Saturday, March 24, 2012

Eight Steps

This week I spent my first big block of time directing the Titanic cast. Blocking, for those of you that enjoy plays from the audience, is when you (the director) tell the cast where to stand and move when they are on stage and WHY they are there, WHY and when they enter the stage, WHY and when they leave... (because I guarantee they do not decide these things for themselves when they are 14 - 18 years old). So this week, for example, I barked instructions to 10 DOZEN (very awesome) kids for three hours straight, until we had achieved the day's goal of getting everyone where they should be. We blocked 27 pages of a 138-page script.


I was going to attend my nephew's ball game this afternoon, but I had no voice left for cheering. And I was in a stupor. I didn't know my own name by Thursday afternoon. By Friday I was courting the angel of death. Tonight, after dragging my sorry butt back to the high school this morning, on a Saturday...for more rehearsal...I GET to chaperone Prom. Woot. I'm dying to pull on pantyhose right now. Can you feel my excitement. This must be the karma returning since I never went to Prom when I was in high school. I've been to FAR too many proms since.


The thing is, I wasn't at rehearsal by myself. The kids were there too.
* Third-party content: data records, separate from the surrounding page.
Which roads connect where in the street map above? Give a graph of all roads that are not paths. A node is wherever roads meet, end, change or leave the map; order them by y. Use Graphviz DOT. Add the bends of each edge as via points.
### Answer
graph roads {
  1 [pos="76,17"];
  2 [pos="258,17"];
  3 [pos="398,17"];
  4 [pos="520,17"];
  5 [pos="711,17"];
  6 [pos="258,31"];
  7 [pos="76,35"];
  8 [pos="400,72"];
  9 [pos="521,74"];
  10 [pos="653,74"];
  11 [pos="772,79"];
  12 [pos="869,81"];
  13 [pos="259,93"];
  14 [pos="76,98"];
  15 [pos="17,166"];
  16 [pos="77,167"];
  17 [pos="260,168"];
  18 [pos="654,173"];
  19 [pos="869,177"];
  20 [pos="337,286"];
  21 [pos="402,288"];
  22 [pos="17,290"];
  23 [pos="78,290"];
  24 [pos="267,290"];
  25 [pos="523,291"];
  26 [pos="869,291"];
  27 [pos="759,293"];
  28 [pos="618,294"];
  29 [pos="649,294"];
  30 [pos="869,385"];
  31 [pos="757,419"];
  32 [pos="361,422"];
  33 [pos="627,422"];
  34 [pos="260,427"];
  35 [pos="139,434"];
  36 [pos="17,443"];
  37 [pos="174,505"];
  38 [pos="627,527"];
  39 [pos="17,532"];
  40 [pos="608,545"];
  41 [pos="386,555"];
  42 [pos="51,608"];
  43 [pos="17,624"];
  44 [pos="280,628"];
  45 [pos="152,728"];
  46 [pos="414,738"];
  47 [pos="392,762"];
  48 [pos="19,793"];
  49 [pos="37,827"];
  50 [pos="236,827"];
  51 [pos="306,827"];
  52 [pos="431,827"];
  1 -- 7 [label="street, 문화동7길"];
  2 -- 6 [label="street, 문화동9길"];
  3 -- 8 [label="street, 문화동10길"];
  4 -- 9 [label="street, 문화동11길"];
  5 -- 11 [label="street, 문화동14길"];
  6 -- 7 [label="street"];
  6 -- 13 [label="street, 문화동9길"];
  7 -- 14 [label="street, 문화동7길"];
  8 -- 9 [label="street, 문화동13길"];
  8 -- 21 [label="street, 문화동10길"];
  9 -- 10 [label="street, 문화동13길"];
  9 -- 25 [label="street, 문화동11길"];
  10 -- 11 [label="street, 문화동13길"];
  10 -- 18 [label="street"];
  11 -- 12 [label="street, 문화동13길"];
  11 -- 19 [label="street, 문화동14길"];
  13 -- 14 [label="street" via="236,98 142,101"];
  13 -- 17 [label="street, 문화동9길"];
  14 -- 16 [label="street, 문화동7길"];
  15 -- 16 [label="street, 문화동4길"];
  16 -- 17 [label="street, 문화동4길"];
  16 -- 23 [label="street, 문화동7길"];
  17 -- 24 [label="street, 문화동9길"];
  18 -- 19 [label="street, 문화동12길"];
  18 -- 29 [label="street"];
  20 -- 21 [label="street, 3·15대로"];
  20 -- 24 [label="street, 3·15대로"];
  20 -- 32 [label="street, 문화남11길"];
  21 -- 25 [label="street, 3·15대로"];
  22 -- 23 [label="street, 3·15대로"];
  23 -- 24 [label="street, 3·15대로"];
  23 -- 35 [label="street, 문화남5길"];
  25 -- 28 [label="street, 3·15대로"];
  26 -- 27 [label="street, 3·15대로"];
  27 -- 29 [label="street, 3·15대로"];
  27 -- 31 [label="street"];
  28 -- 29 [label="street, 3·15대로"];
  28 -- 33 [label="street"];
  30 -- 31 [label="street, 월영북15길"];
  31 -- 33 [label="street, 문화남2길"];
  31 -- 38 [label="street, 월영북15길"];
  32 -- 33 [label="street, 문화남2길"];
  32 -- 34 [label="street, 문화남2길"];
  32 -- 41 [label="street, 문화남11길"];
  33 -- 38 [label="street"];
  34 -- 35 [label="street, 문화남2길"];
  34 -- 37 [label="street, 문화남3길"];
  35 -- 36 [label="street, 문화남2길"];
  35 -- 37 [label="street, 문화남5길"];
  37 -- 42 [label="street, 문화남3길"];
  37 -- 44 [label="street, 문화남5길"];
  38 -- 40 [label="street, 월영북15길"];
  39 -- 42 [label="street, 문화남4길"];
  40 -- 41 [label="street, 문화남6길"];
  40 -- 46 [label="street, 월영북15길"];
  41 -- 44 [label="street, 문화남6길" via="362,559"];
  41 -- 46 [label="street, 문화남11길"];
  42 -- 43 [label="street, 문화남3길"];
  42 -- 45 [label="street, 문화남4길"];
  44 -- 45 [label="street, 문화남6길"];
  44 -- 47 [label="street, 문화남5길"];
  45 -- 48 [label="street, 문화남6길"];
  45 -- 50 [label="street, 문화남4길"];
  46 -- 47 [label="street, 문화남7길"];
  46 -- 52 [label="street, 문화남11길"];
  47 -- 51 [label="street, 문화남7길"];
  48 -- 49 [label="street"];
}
And they were at rehearsal before I was, and left bouncing their way to the parking lot because they are all headed to Prom. I can get up the stairs and in a dress...I think I can... I think I can. Did I shower today? That was so long ago.

We teach at a charter high school for kids that are interested in having a performing arts twist on their basic education. There are no auditions, no tuition. Our school's annual attendance rate is over 95%. Our kids like school. They chose to put their name in a lottery and get pulled out of a hat. Because we are a public school we must accept everyone that "get's pulled" until our desks are full. Our kids have just chosen to put their names INTO that hat. I consider that a kind of contract. They put their faith in me, and I earn that faith by doing my best.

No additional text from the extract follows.